Updated on February 9, 2013

Brief Description

Vietnamese New Year, also known as the Tết or Tết Nguyên Đán. It marks the arrival of Spring based on the Chinese calendar and is celebrated the same day as the Chinese New Year. It is the most celebrated holiday in Vietnam.

It usually takes place the first day of the first month of the Lunar calendar (and can last up to a week), usually around late January or early February. This year (2013) it falls on February 10th.

Everyone would greet another with, "chúc mừng năm mới" (pronunciation: dup mung numb mae) (Happy New Year).


Tết is a national holiday celebrated by all Vietnamese, even in other countries beside Vietnam. Participants often participates in the following;

  • Cleaning their entire home
  • Cooking specials food
  • Visiting friend's and families homes
  • Worshipping their ancestors
  • Dragon dances (for those who can afford it)
  • Donating to local Buddhist temples
  • and my favorite, giving money to children and elderly people.


Most, if not all families have alters to show respects for the ones that have pass away. Many Vietnamese often travel back to Vietnam to celebrate the New Year with their families. They return to worship and pay respect to their ancestors.

The Celebrations

The first day of the New Year, children are given new clothes to wear on this day and they will receive a red envelope with money inside from older family members.

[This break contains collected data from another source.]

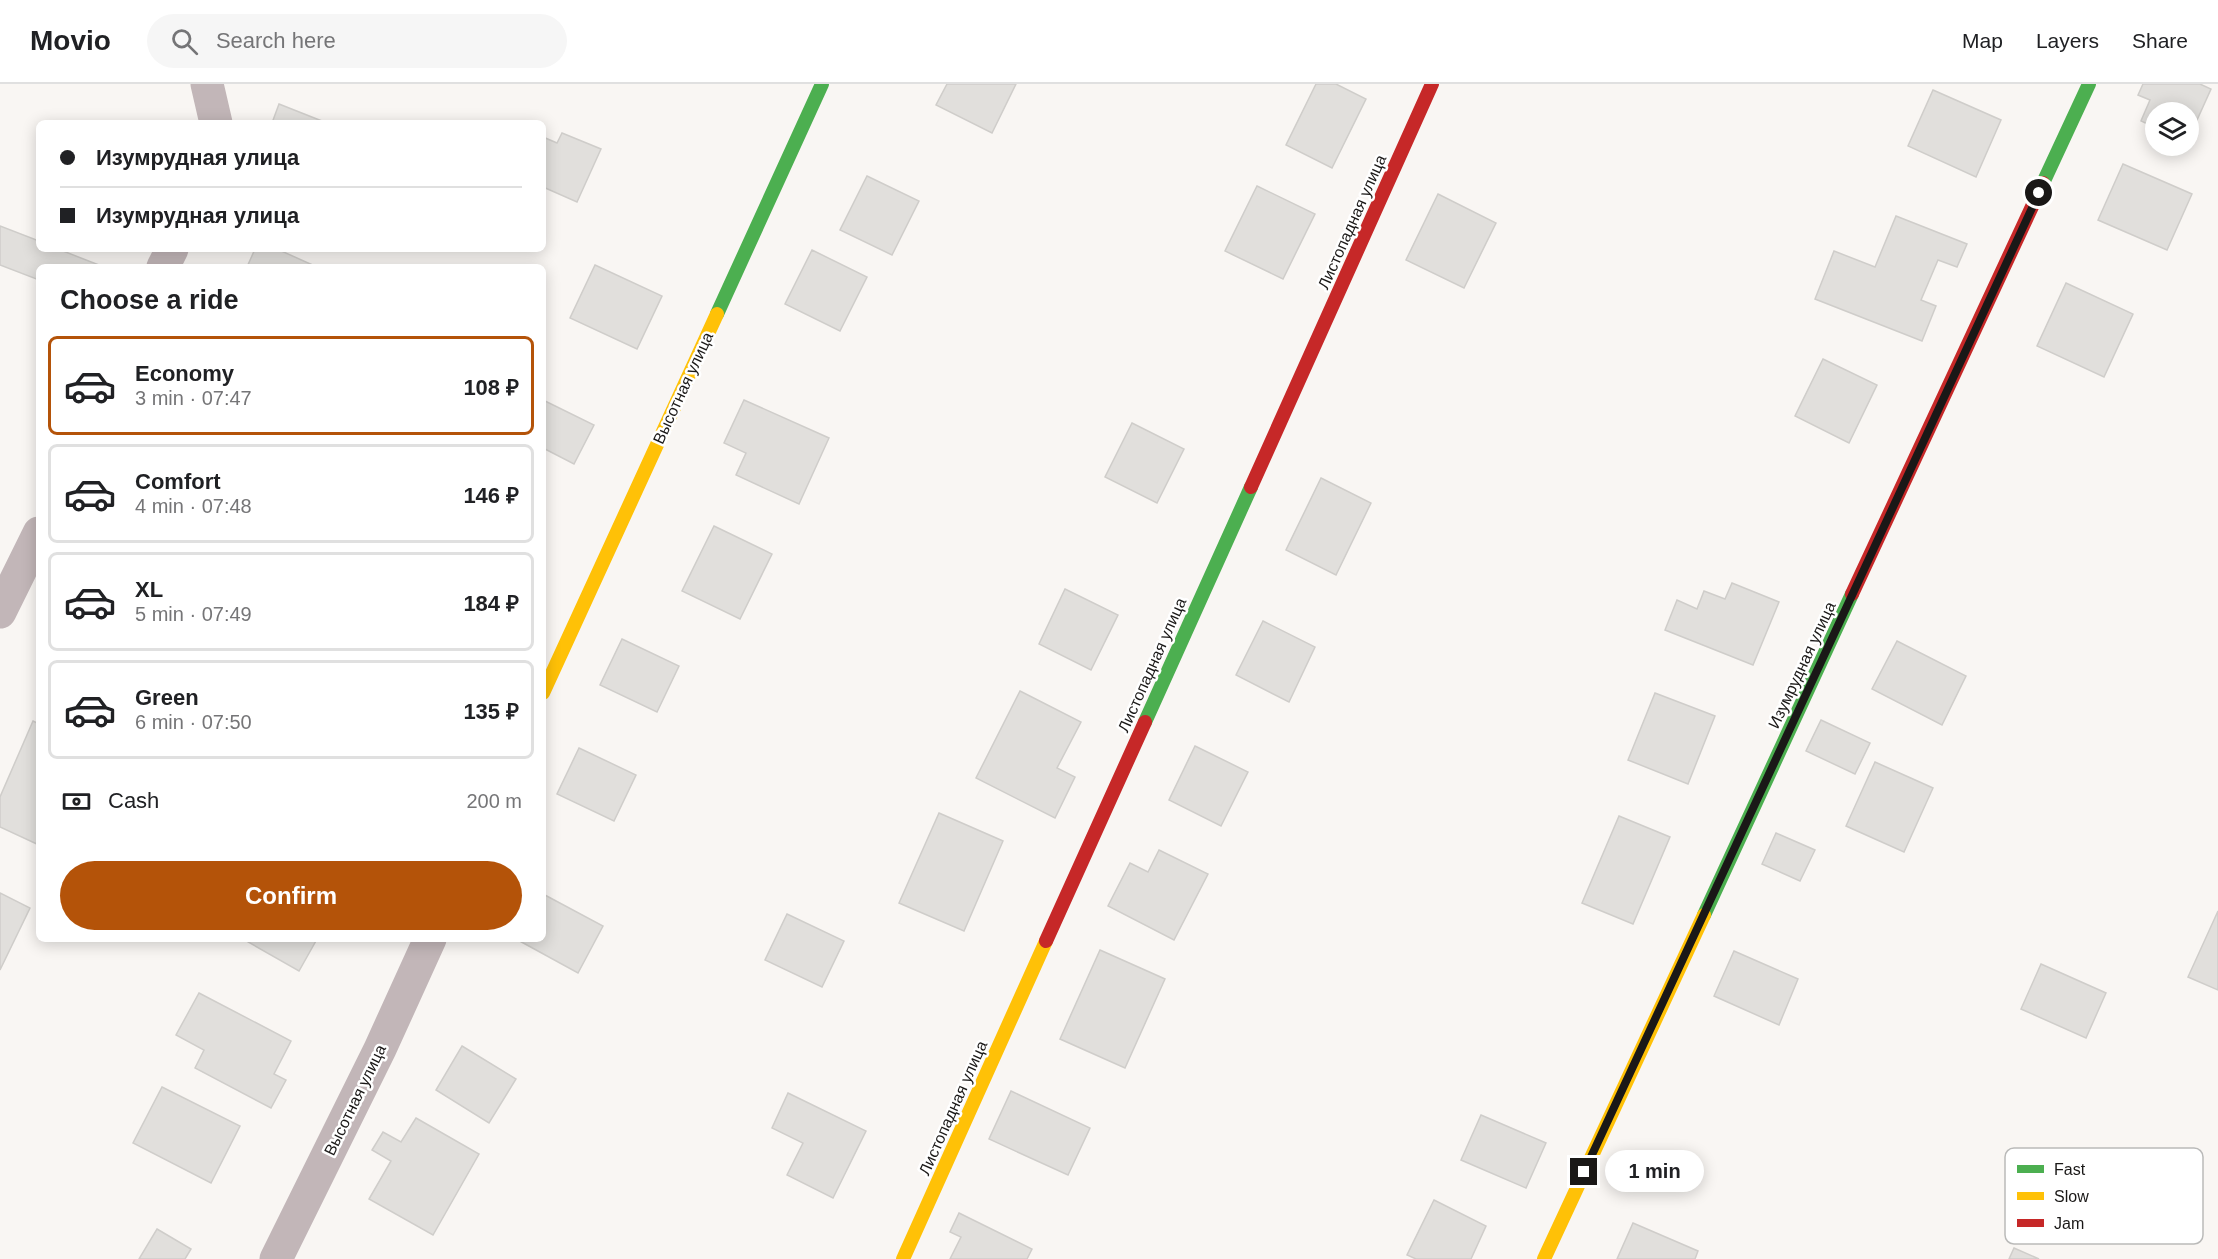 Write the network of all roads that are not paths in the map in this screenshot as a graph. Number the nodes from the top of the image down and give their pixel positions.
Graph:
1 (207, 84) edge
2 (822, 84) edge
3 (1432, 84) edge
4 (2089, 84) edge
5 (215, 120) edge
6 (36, 539) edge
7 (0, 612) edge
8 (546, 686) edge
9 (429, 942) edge
10 (276, 1259) edge
11 (903, 1259) edge
12 (1544, 1259) edge

1 - 5 street
2 - 8 street, Высотная улица
3 - 11 street, Листопадная улица
4 - 12 street, Изумрудная улица
6 - 7 street
9 - 10 street, Высотная улица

One must never sweep on the days of Tet, as it is a sign of taboo. No one is allowed to enter a home without permission on this day.

The streets are filled with people making as much noises as they can. Drums, bells, gongs, and fireworks can be heard all around. There will be masked dancers parading the streets, often dressed in dragon custome with two or more dancers underneath.

I will try to update this with every Tet/New Year.

If you're interested in seeing a celebrations in the United State, check out any Chinatowns.